Yeah, to keep it fair, but also, let’s say you really enjoyed a particular weapon, say the AK47. You love that weapon, but if you only had it on one side, we thought people would be upset because they couldn't progress when they’re on the other side in a match, because we alternate. But coming out of E3 we heard feedback that, no, people actually enjoyed the asymmetry. We've leaned into that and we’ve incorporated that feedback so we do have some asymmetry there between the weapons. Some of them are shared but there are specific ones that are not.

It seems like your trying to do something a bit different with Hardline’s campaign in terms of the pacing and structure of the levels?

Absolutely. One thing that was important to us was not just to say it’s a cops and robbers game and then let you run through and play it like any old FPS. We wanted to make it different and unique. So, things like the ‘freeze’ mechanic, being able to do non lethal takedowns, the taser and things like that really feed into the cops and robbers fantasy, but also allow players to experience the game in a non lethal or stealth way, a non-traditional first person shooter way.

So we deliberately wanted to develop mechanics that allowed people to do that if they chose to. But, it is a first person shooter, so we needed to make sure the gun experience was rock solid and fun, when you pull the trigger of your gun and you have good hit reacts on the bad guys, and all those things.
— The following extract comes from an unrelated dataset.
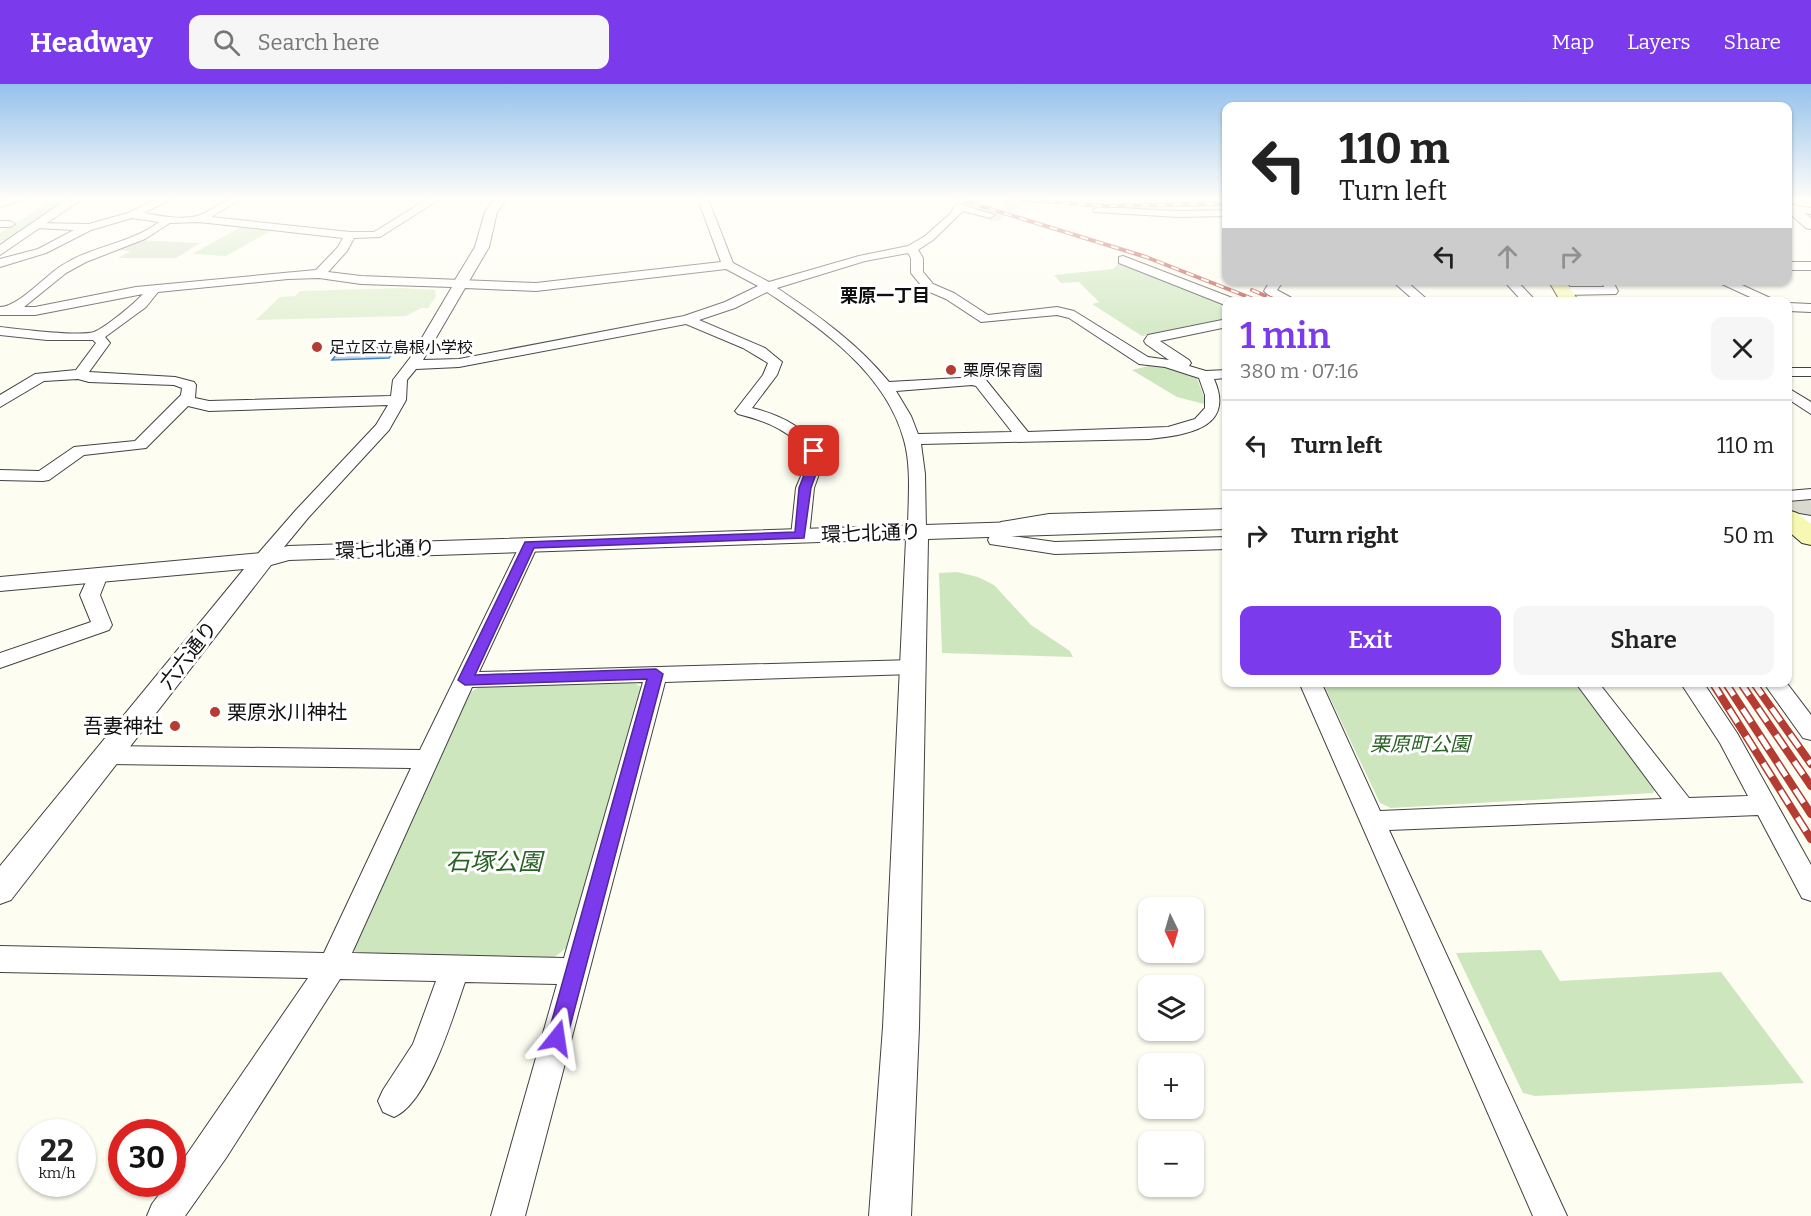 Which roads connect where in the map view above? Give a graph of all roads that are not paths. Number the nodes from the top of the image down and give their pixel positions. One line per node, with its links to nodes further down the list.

We’ve put a lot of attention across the campaign in making sure it’s a great through the gun experience for the shooter fan, but also for somebody that what’s to experience something little bit different, we’ve provided those avenues for them as well.

Did you take inspiration from anywhere else, as well as being a Battlefield game, because the levels felt a little bit more open and reminded me of other games where you’re able to choose your approach?

If you look at games in recent years, players enjoy feeling smart. Players enjoy engaging with the game beyond just pulling the trigger. That’s really evident in multiplayer, because when you go into multiplayer there are so many different strategies and approach and techniques that you can use. One of our desires was, looking at other games that have come out recently, the games that people really seem to be coming back to and enjoying are ones where they can have a different experience. So when you go to work or go to school or whatever the next day you’re talking about it and your saying ‘I had this mission or this quest and I approached it this way’. I think it’s most interesting when people go, ‘Really? I did it this way’ and then you think, ‘I’m going to try it their way’. I think those are the games people are really remembering and enjoying, so we wanted to make sure we had the opportunity to deliver something like that in a first person shooter, which is pretty different.

Do you see Battlefield Hardline as being something that can become its own thing, almost its own franchise?

I think we as a development team would love to see that happen. Right now this is really the proving ground. Let’s get this game out and see what the players say. If they enjoy it and they want more of it, hopefully the company will be like, ‘Let’s go do more of it’. We’ll just have to see.